• WHAT YOU ARE ASKED TO DO:
Would you restate the listing word for word, with the images omitted?

• DATA FOR PROCESSING:
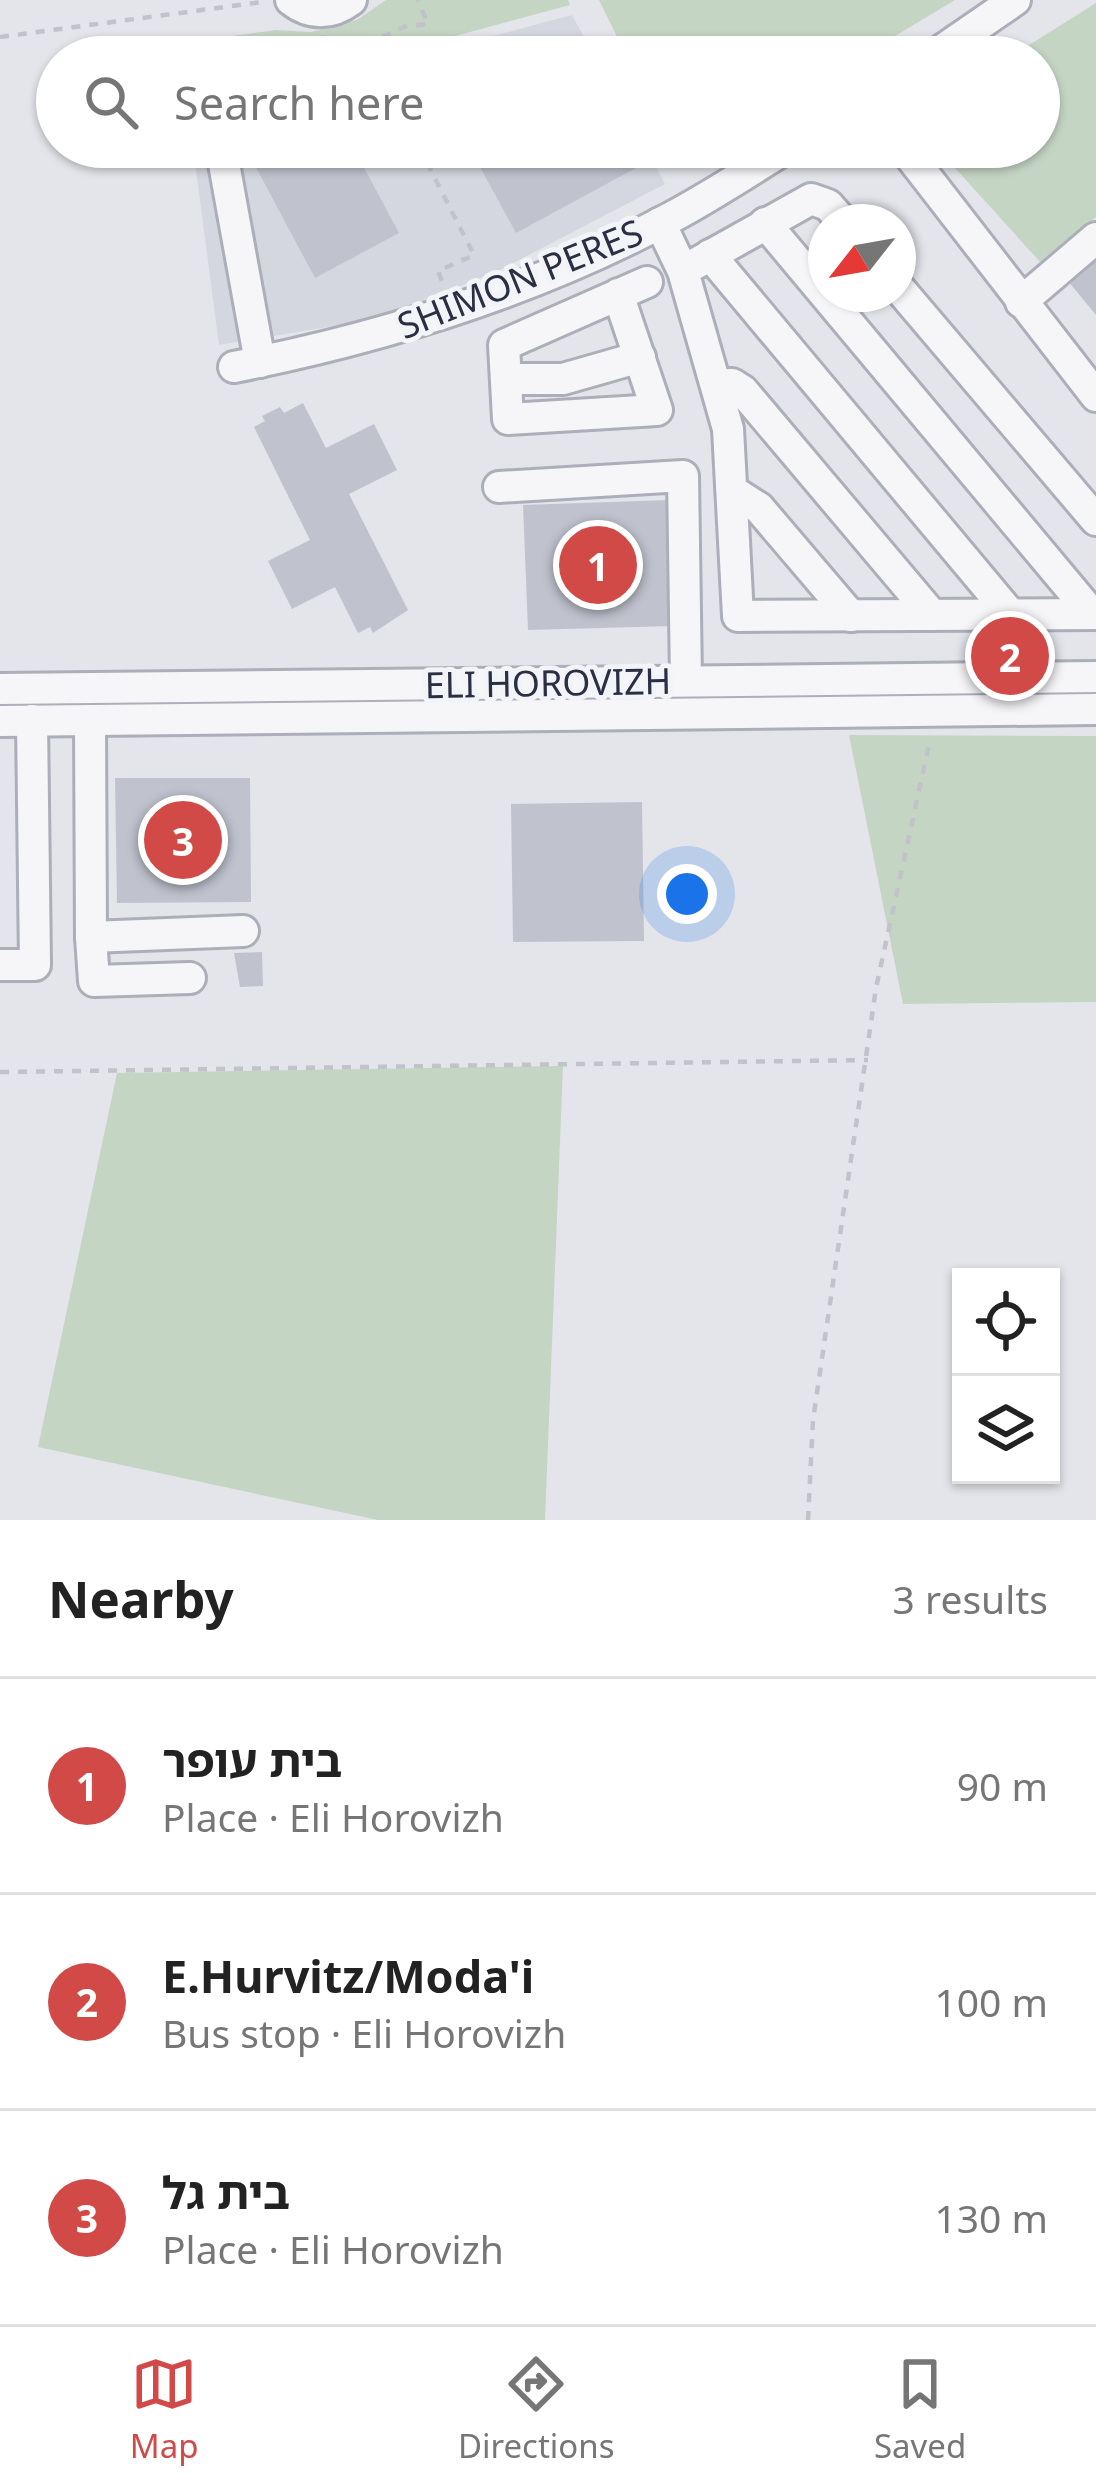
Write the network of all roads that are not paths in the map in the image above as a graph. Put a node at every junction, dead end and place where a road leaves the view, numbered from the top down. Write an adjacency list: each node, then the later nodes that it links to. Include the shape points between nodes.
1 (272, 0): 4 (street)
2 (351, 0): 4 (street, via 333,10)
3 (1015, 0): 5 (street)
4 (307, 8)
5 (963, 36)
6 (224, 168): 13 (street, SHIMON PERES, via 247,365 454,310)
7 (753, 168): 10 (street, SHIMON PERES)
8 (919, 168): 16 (street)
9 (825, 204): 11 (street, via 811,200)
10 (660, 223): 13 (street, SHIMON PERES); 14 (street)
11 (764, 223): 14 (street); 25 (street)
12 (1096, 238): 16 (street)
13 (580, 260): 15 (street)
14 (697, 263): 20 (street); 27 (street)
15 (622, 293): 18 (street); 19 (street, via 504,345)
16 (1021, 302): 21 (street)
17 (916, 308): 24 (street)
18 (640, 358): 19 (street, via 563,379); 19 (street, via 657,410 508,419)
19 (506, 379)
20 (717, 385): 23 (street); 26 (street, via 742,391)
21 (1096, 396)
22 (499, 488): 30 (street, via 683,476)
23 (734, 492): 28 (street, via 760,508); 28 (street, via 738,616)
24 (1096, 520)
25 (1094, 614): 27 (street)
26 (932, 615): 27 (street); 28 (street)
27 (1011, 615)
28 (851, 616)
29 (1096, 677): 30 (street, ELI HOROVIZH)
30 (686, 681): 31 (street, ELI HOROVIZH)
31 (0, 688)
32 (1096, 709): 34 (street, ELI HOROVIZH)
33 (32, 720): 34 (street, ELI HOROVIZH); 35 (street, ELI HOROVIZH); 38 (street, via 35,965)
34 (90, 720): 37 (street)
35 (0, 721)
36 (243, 931): 37 (street)
37 (91, 937): 39 (street, via 94,981)
38 (0, 965)
39 (190, 978)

• OUTPUT FOR THIS TASK:
Write the network of all roads that are not paths in the map in the image above as a graph. Put a node at every junction, dead end and place where a road leaves the view, numbered from the top down. Write an adjacency list: each node, then the later nodes that it links to. Include the shape points between nodes.
1 (272, 0): 4 (street)
2 (351, 0): 4 (street, via 333,10)
3 (1015, 0): 5 (street)
4 (307, 8)
5 (963, 36)
6 (224, 168): 13 (street, SHIMON PERES, via 247,365 454,310)
7 (753, 168): 10 (street, SHIMON PERES)
8 (919, 168): 16 (street)
9 (825, 204): 11 (street, via 811,200)
10 (660, 223): 13 (street, SHIMON PERES); 14 (street)
11 (764, 223): 14 (street); 25 (street)
12 (1096, 238): 16 (street)
13 (580, 260): 15 (street)
14 (697, 263): 20 (street); 27 (street)
15 (622, 293): 18 (street); 19 (street, via 504,345)
16 (1021, 302): 21 (street)
17 (916, 308): 24 (street)
18 (640, 358): 19 (street, via 563,379); 19 (street, via 657,410 508,419)
19 (506, 379)
20 (717, 385): 23 (street); 26 (street, via 742,391)
21 (1096, 396)
22 (499, 488): 30 (street, via 683,476)
23 (734, 492): 28 (street, via 760,508); 28 (street, via 738,616)
24 (1096, 520)
25 (1094, 614): 27 (street)
26 (932, 615): 27 (street); 28 (street)
27 (1011, 615)
28 (851, 616)
29 (1096, 677): 30 (street, ELI HOROVIZH)
30 (686, 681): 31 (street, ELI HOROVIZH)
31 (0, 688)
32 (1096, 709): 34 (street, ELI HOROVIZH)
33 (32, 720): 34 (street, ELI HOROVIZH); 35 (street, ELI HOROVIZH); 38 (street, via 35,965)
34 (90, 720): 37 (street)
35 (0, 721)
36 (243, 931): 37 (street)
37 (91, 937): 39 (street, via 94,981)
38 (0, 965)
39 (190, 978)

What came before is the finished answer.